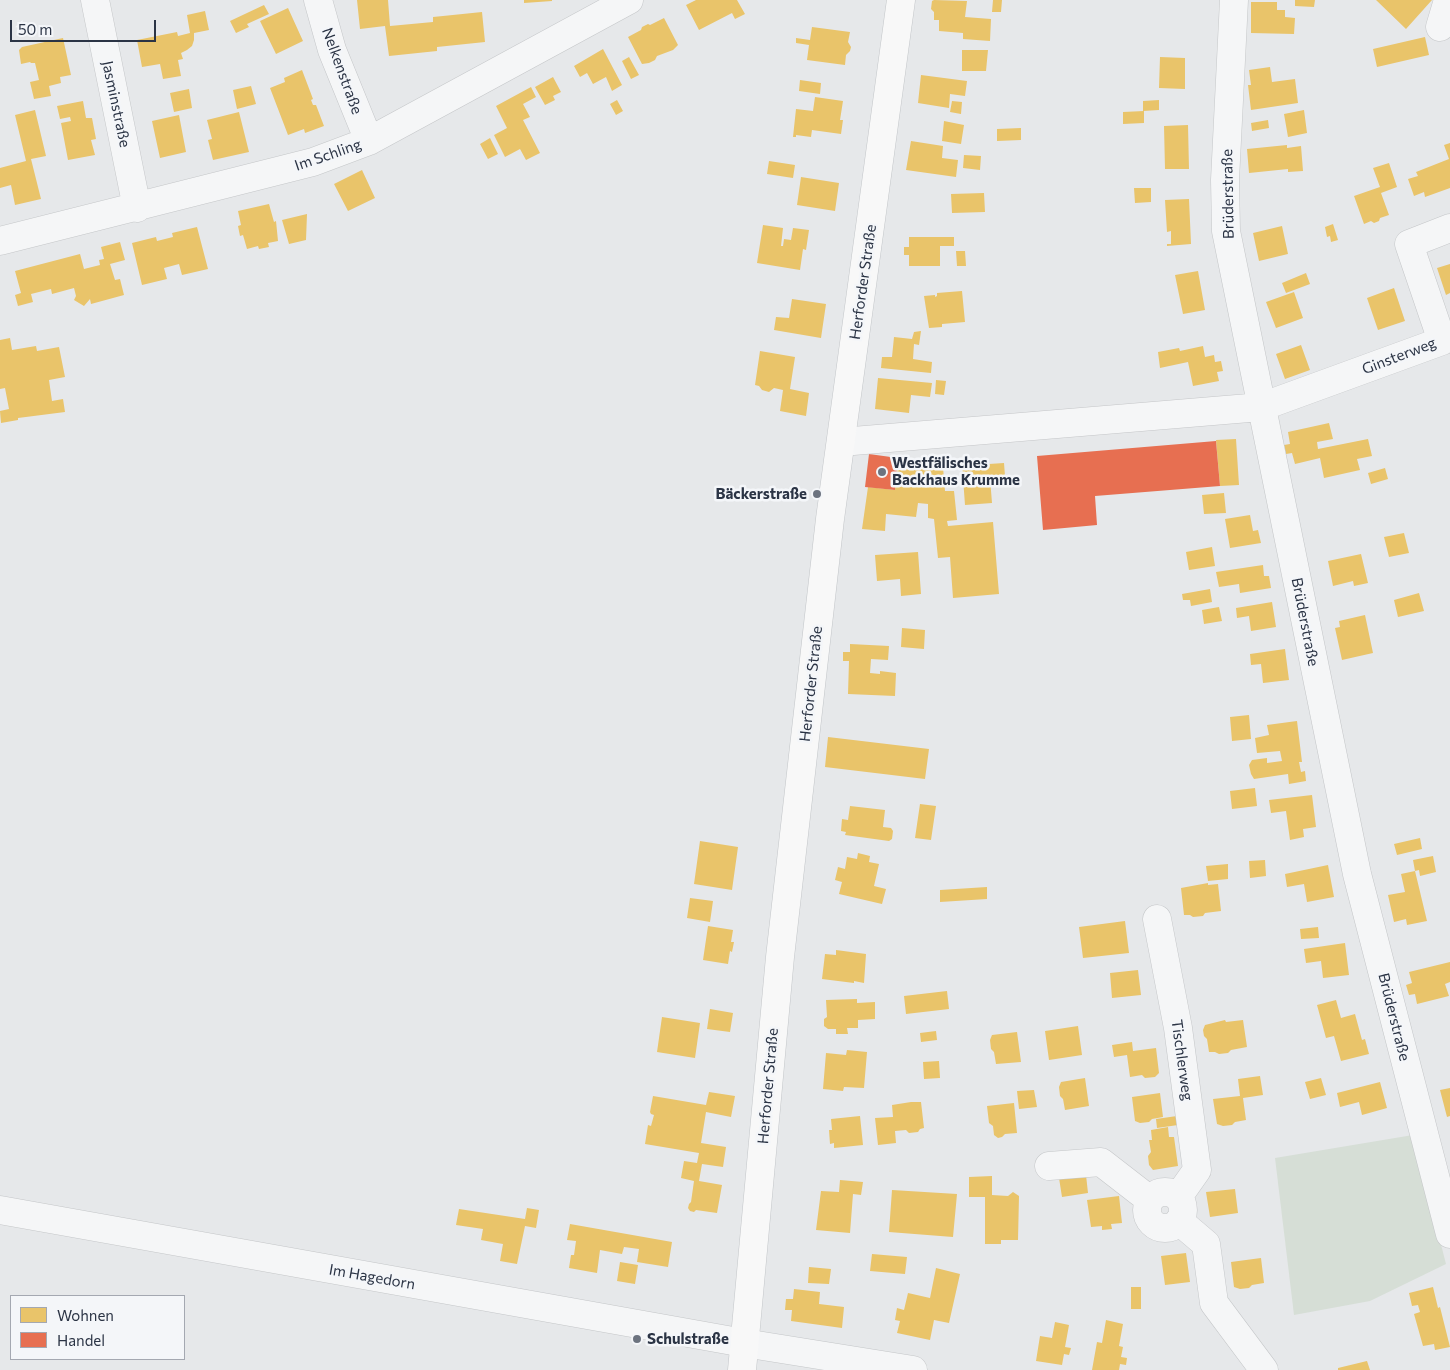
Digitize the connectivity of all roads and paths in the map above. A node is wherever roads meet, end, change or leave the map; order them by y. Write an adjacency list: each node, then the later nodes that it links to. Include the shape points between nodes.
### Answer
1 (95, 0): 10 (street, Jasminstraße)
2 (318, 0): 9 (street, Nelkenstraße, via 332,50)
3 (629, 0): 7 (street, Im Schling)
4 (902, 0): 15 (main road, Herforder Straße)
5 (1234, 0): 14 (street, Brüderstraße, via 1225,180 1226,231)
6 (1448, 0): 8 (street)
7 (594, 8): 9 (street, Im Schling)
8 (1440, 27)
9 (369, 141): 10 (street, Im Schling, via 313,162)
10 (137, 208): 12 (street, Im Schling)
11 (1450, 228): 14 (street, Ginsterweg, via 1409,244 1442,341)
12 (0, 241)
13 (1450, 357): 14 (street)
14 (1262, 412): 15 (street); 20 (street, Brüderstraße, via 1357,874)
15 (841, 442): 21 (main road, Herforder Straße, via 780,957)
16 (1157, 919): 18 (street, Tischlerweg, via 1178,1028 1197,1170)
17 (1049, 1166): 18 (street, via 1100,1162 1150,1200 1156,1194 1171,1193)
18 (1178, 1209): 24 (street, via 1206,1244 1214,1304)
19 (0, 1210): 21 (street, Im Hagedorn)
20 (1450, 1234)
21 (744, 1343): 22 (main road, Herforder Straße); 23 (street)
22 (742, 1370)
23 (913, 1370)
24 (1264, 1370)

== PROBLEM REQUIREMENTS ==
Starting with the first entry and ending with the last, reproduce the listing exactly, without its pictures.

== TASK OUTPUT ==
Digitize the connectivity of all roads and paths in the map above. A node is wherever roads meet, end, change or leave the map; order them by y. Write an adjacency list: each node, then the later nodes that it links to. Include the shape points between nodes.
### Answer
1 (95, 0): 10 (street, Jasminstraße)
2 (318, 0): 9 (street, Nelkenstraße, via 332,50)
3 (629, 0): 7 (street, Im Schling)
4 (902, 0): 15 (main road, Herforder Straße)
5 (1234, 0): 14 (street, Brüderstraße, via 1225,180 1226,231)
6 (1448, 0): 8 (street)
7 (594, 8): 9 (street, Im Schling)
8 (1440, 27)
9 (369, 141): 10 (street, Im Schling, via 313,162)
10 (137, 208): 12 (street, Im Schling)
11 (1450, 228): 14 (street, Ginsterweg, via 1409,244 1442,341)
12 (0, 241)
13 (1450, 357): 14 (street)
14 (1262, 412): 15 (street); 20 (street, Brüderstraße, via 1357,874)
15 (841, 442): 21 (main road, Herforder Straße, via 780,957)
16 (1157, 919): 18 (street, Tischlerweg, via 1178,1028 1197,1170)
17 (1049, 1166): 18 (street, via 1100,1162 1150,1200 1156,1194 1171,1193)
18 (1178, 1209): 24 (street, via 1206,1244 1214,1304)
19 (0, 1210): 21 (street, Im Hagedorn)
20 (1450, 1234)
21 (744, 1343): 22 (main road, Herforder Straße); 23 (street)
22 (742, 1370)
23 (913, 1370)
24 (1264, 1370)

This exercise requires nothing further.